### Source information
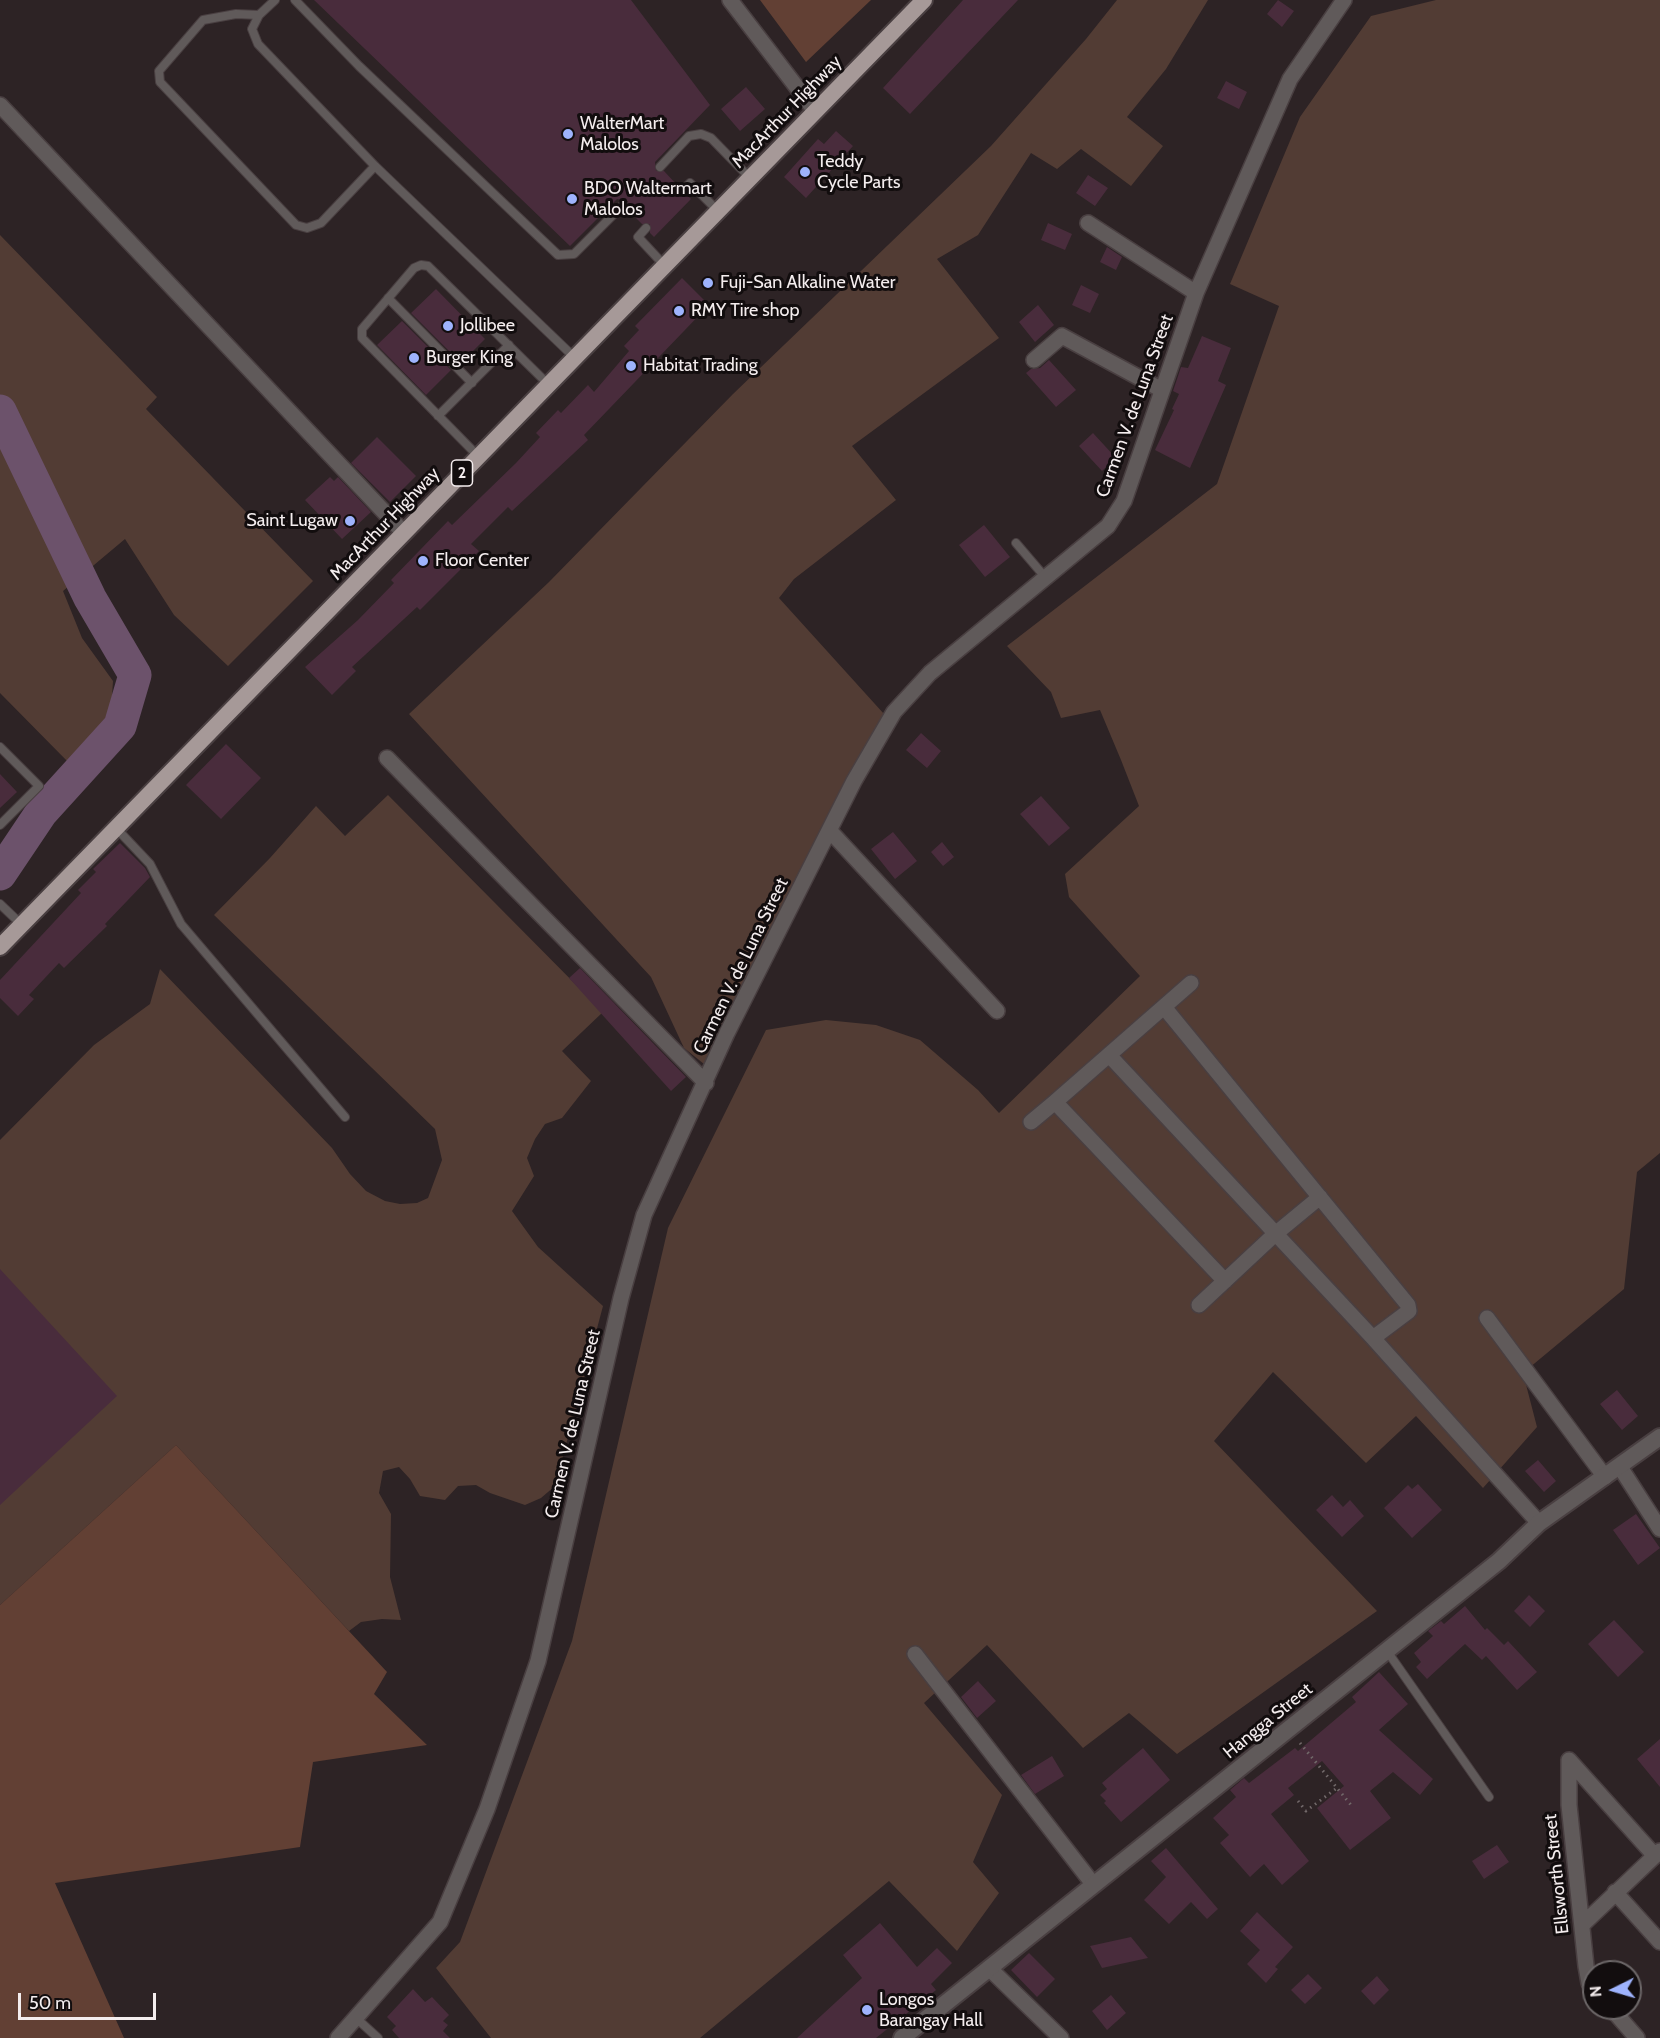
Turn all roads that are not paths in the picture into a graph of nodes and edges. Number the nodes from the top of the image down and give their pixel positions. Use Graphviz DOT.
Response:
graph roads {
  1 [pos="275,0"];
  2 [pos="295,0"];
  3 [pos="730,0"];
  4 [pos="924,0"];
  5 [pos="1344,0"];
  6 [pos="259,15"];
  7 [pos="0,105"];
  8 [pos="815,111"];
  9 [pos="375,166"];
  10 [pos="660,167"];
  11 [pos="750,178"];
  12 [pos="682,190"];
  13 [pos="623,206"];
  14 [pos="718,211"];
  15 [pos="1088,224"];
  16 [pos="646,228"];
  17 [pos="665,266"];
  18 [pos="1196,293"];
  19 [pos="388,298"];
  20 [pos="509,345"];
  21 [pos="575,358"];
  22 [pos="1034,360"];
  23 [pos="472,383"];
  24 [pos="550,386"];
  25 [pos="1162,390"];
  26 [pos="438,416"];
  27 [pos="478,456"];
  28 [pos="404,533"];
  29 [pos="1016,543"];
  30 [pos="1045,577"];
  31 [pos="0,747"];
  32 [pos="387,758"];
  33 [pos="0,825"];
  34 [pos="116,828"];
  35 [pos="830,831"];
  36 [pos="0,904"];
  37 [pos="21,925"];
  38 [pos="0,947"];
  39 [pos="1191,983"];
  40 [pos="1164,1007"];
  41 [pos="997,1011"];
  42 [pos="1109,1055"];
  43 [pos="706,1083"];
  44 [pos="1055,1102"];
  45 [pos="345,1117"];
  46 [pos="1031,1122"];
  47 [pos="1320,1197"];
  48 [pos="1274,1235"];
  49 [pos="1225,1281"];
  50 [pos="1199,1305"];
  51 [pos="1487,1318"];
  52 [pos="1373,1338"];
  53 [pos="1660,1437"];
  54 [pos="1620,1467"];
  55 [pos="1605,1477"];
  56 [pos="1539,1523"];
  57 [pos="1660,1529"];
  58 [pos="1386,1650"];
  59 [pos="915,1654"];
  60 [pos="1489,1797"];
  61 [pos="1657,1854"];
  62 [pos="1093,1884"];
  63 [pos="1615,1892"];
  64 [pos="1582,1925"];
  65 [pos="1660,1942"];
  66 [pos="1588,1960"];
  67 [pos="989,1968"];
  68 [pos="356,2018"];
  69 [pos="1621,2020"];
  70 [pos="907,2037"];
  71 [pos="338,2038"];
  72 [pos="378,2038"];
  73 [pos="1061,2038"];
  74 [pos="1637,2038"];
  1 -- 6 [label="lane"];
  2 -- 13 [label="lane"];
  3 -- 8 [label="street"];
  4 -- 8 [label="highway, MacArthur Highway / 2"];
  5 -- 18 [label="street, Carmen V. de Luna Street"];
  6 -- 9 [label="lane"];
  6 -- 9 [label="lane"];
  7 -- 28 [label="street"];
  8 -- 11 [label="highway, MacArthur Highway / 2"];
  9 -- 21 [label="lane"];
  10 -- 11 [label="lane"];
  11 -- 14 [label="highway, MacArthur Highway / 2"];
  12 -- 14 [label="lane"];
  14 -- 17 [label="highway, MacArthur Highway / 2"];
  15 -- 18 [label="street"];
  16 -- 17 [label="lane"];
  17 -- 21 [label="highway, MacArthur Highway / 2"];
  18 -- 25 [label="street, Carmen V. de Luna Street"];
  19 -- 20 [label="lane"];
  19 -- 23 [label="lane"];
  19 -- 26 [label="lane"];
  20 -- 23 [label="lane"];
  20 -- 24 [label="lane"];
  21 -- 24 [label="highway, MacArthur Highway / 2"];
  22 -- 25 [label="street"];
  23 -- 26 [label="lane"];
  24 -- 27 [label="highway, MacArthur Highway / 2"];
  25 -- 30 [label="street, Carmen V. de Luna Street"];
  26 -- 27 [label="lane"];
  27 -- 28 [label="highway, MacArthur Highway / 2"];
  28 -- 34 [label="highway, MacArthur Highway / 2"];
  29 -- 30 [label="lane"];
  30 -- 35 [label="street, Carmen V. de Luna Street"];
  31 -- 33 [label="lane"];
  32 -- 43 [label="street"];
  34 -- 37 [label="highway, MacArthur Highway / 2"];
  34 -- 45 [label="lane"];
  35 -- 41 [label="street"];
  35 -- 43 [label="street, Carmen V. de Luna Street"];
  36 -- 37 [label="lane"];
  37 -- 38 [label="highway, MacArthur Highway / 2"];
  39 -- 40 [label="street"];
  40 -- 42 [label="street"];
  40 -- 47 [label="street"];
  42 -- 44 [label="street"];
  42 -- 48 [label="street"];
  43 -- 68 [label="street, Carmen V. de Luna Street"];
  44 -- 46 [label="street"];
  44 -- 49 [label="street"];
  47 -- 48 [label="street"];
  47 -- 52 [label="street"];
  48 -- 49 [label="street"];
  48 -- 52 [label="street"];
  49 -- 50 [label="street"];
  51 -- 55 [label="street"];
  52 -- 56 [label="street"];
  53 -- 54 [label="street, Hangga Street"];
  54 -- 55 [label="street, Hangga Street"];
  54 -- 57 [label="street"];
  55 -- 56 [label="street, Hangga Street"];
  56 -- 58 [label="street, Hangga Street"];
  58 -- 60 [label="lane"];
  58 -- 62 [label="street, Hangga Street"];
  59 -- 62 [label="street"];
  61 -- 63 [label="street"];
  61 -- 64 [label="street, Ellsworth Street"];
  62 -- 67 [label="street, Hangga Street"];
  63 -- 64 [label="street"];
  63 -- 65 [label="street"];
  64 -- 66 [label="street, Ellsworth Street"];
  67 -- 70 [label="street, Hangga Street"];
  67 -- 73 [label="street"];
  68 -- 71 [label="street, Carmen V. de Luna Street"];
  68 -- 72 [label="lane"];
  69 -- 74 [label="street"];
}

### What you will do
From the first line to the last, repeat the data above exactly and leave the pictures out.

### Answer to this task
Turn all roads that are not paths in the picture into a graph of nodes and edges. Number the nodes from the top of the image down and give their pixel positions. Use Graphviz DOT.
Response:
graph roads {
  1 [pos="275,0"];
  2 [pos="295,0"];
  3 [pos="730,0"];
  4 [pos="924,0"];
  5 [pos="1344,0"];
  6 [pos="259,15"];
  7 [pos="0,105"];
  8 [pos="815,111"];
  9 [pos="375,166"];
  10 [pos="660,167"];
  11 [pos="750,178"];
  12 [pos="682,190"];
  13 [pos="623,206"];
  14 [pos="718,211"];
  15 [pos="1088,224"];
  16 [pos="646,228"];
  17 [pos="665,266"];
  18 [pos="1196,293"];
  19 [pos="388,298"];
  20 [pos="509,345"];
  21 [pos="575,358"];
  22 [pos="1034,360"];
  23 [pos="472,383"];
  24 [pos="550,386"];
  25 [pos="1162,390"];
  26 [pos="438,416"];
  27 [pos="478,456"];
  28 [pos="404,533"];
  29 [pos="1016,543"];
  30 [pos="1045,577"];
  31 [pos="0,747"];
  32 [pos="387,758"];
  33 [pos="0,825"];
  34 [pos="116,828"];
  35 [pos="830,831"];
  36 [pos="0,904"];
  37 [pos="21,925"];
  38 [pos="0,947"];
  39 [pos="1191,983"];
  40 [pos="1164,1007"];
  41 [pos="997,1011"];
  42 [pos="1109,1055"];
  43 [pos="706,1083"];
  44 [pos="1055,1102"];
  45 [pos="345,1117"];
  46 [pos="1031,1122"];
  47 [pos="1320,1197"];
  48 [pos="1274,1235"];
  49 [pos="1225,1281"];
  50 [pos="1199,1305"];
  51 [pos="1487,1318"];
  52 [pos="1373,1338"];
  53 [pos="1660,1437"];
  54 [pos="1620,1467"];
  55 [pos="1605,1477"];
  56 [pos="1539,1523"];
  57 [pos="1660,1529"];
  58 [pos="1386,1650"];
  59 [pos="915,1654"];
  60 [pos="1489,1797"];
  61 [pos="1657,1854"];
  62 [pos="1093,1884"];
  63 [pos="1615,1892"];
  64 [pos="1582,1925"];
  65 [pos="1660,1942"];
  66 [pos="1588,1960"];
  67 [pos="989,1968"];
  68 [pos="356,2018"];
  69 [pos="1621,2020"];
  70 [pos="907,2037"];
  71 [pos="338,2038"];
  72 [pos="378,2038"];
  73 [pos="1061,2038"];
  74 [pos="1637,2038"];
  1 -- 6 [label="lane"];
  2 -- 13 [label="lane"];
  3 -- 8 [label="street"];
  4 -- 8 [label="highway, MacArthur Highway / 2"];
  5 -- 18 [label="street, Carmen V. de Luna Street"];
  6 -- 9 [label="lane"];
  6 -- 9 [label="lane"];
  7 -- 28 [label="street"];
  8 -- 11 [label="highway, MacArthur Highway / 2"];
  9 -- 21 [label="lane"];
  10 -- 11 [label="lane"];
  11 -- 14 [label="highway, MacArthur Highway / 2"];
  12 -- 14 [label="lane"];
  14 -- 17 [label="highway, MacArthur Highway / 2"];
  15 -- 18 [label="street"];
  16 -- 17 [label="lane"];
  17 -- 21 [label="highway, MacArthur Highway / 2"];
  18 -- 25 [label="street, Carmen V. de Luna Street"];
  19 -- 20 [label="lane"];
  19 -- 23 [label="lane"];
  19 -- 26 [label="lane"];
  20 -- 23 [label="lane"];
  20 -- 24 [label="lane"];
  21 -- 24 [label="highway, MacArthur Highway / 2"];
  22 -- 25 [label="street"];
  23 -- 26 [label="lane"];
  24 -- 27 [label="highway, MacArthur Highway / 2"];
  25 -- 30 [label="street, Carmen V. de Luna Street"];
  26 -- 27 [label="lane"];
  27 -- 28 [label="highway, MacArthur Highway / 2"];
  28 -- 34 [label="highway, MacArthur Highway / 2"];
  29 -- 30 [label="lane"];
  30 -- 35 [label="street, Carmen V. de Luna Street"];
  31 -- 33 [label="lane"];
  32 -- 43 [label="street"];
  34 -- 37 [label="highway, MacArthur Highway / 2"];
  34 -- 45 [label="lane"];
  35 -- 41 [label="street"];
  35 -- 43 [label="street, Carmen V. de Luna Street"];
  36 -- 37 [label="lane"];
  37 -- 38 [label="highway, MacArthur Highway / 2"];
  39 -- 40 [label="street"];
  40 -- 42 [label="street"];
  40 -- 47 [label="street"];
  42 -- 44 [label="street"];
  42 -- 48 [label="street"];
  43 -- 68 [label="street, Carmen V. de Luna Street"];
  44 -- 46 [label="street"];
  44 -- 49 [label="street"];
  47 -- 48 [label="street"];
  47 -- 52 [label="street"];
  48 -- 49 [label="street"];
  48 -- 52 [label="street"];
  49 -- 50 [label="street"];
  51 -- 55 [label="street"];
  52 -- 56 [label="street"];
  53 -- 54 [label="street, Hangga Street"];
  54 -- 55 [label="street, Hangga Street"];
  54 -- 57 [label="street"];
  55 -- 56 [label="street, Hangga Street"];
  56 -- 58 [label="street, Hangga Street"];
  58 -- 60 [label="lane"];
  58 -- 62 [label="street, Hangga Street"];
  59 -- 62 [label="street"];
  61 -- 63 [label="street"];
  61 -- 64 [label="street, Ellsworth Street"];
  62 -- 67 [label="street, Hangga Street"];
  63 -- 64 [label="street"];
  63 -- 65 [label="street"];
  64 -- 66 [label="street, Ellsworth Street"];
  67 -- 70 [label="street, Hangga Street"];
  67 -- 73 [label="street"];
  68 -- 71 [label="street, Carmen V. de Luna Street"];
  68 -- 72 [label="lane"];
  69 -- 74 [label="street"];
}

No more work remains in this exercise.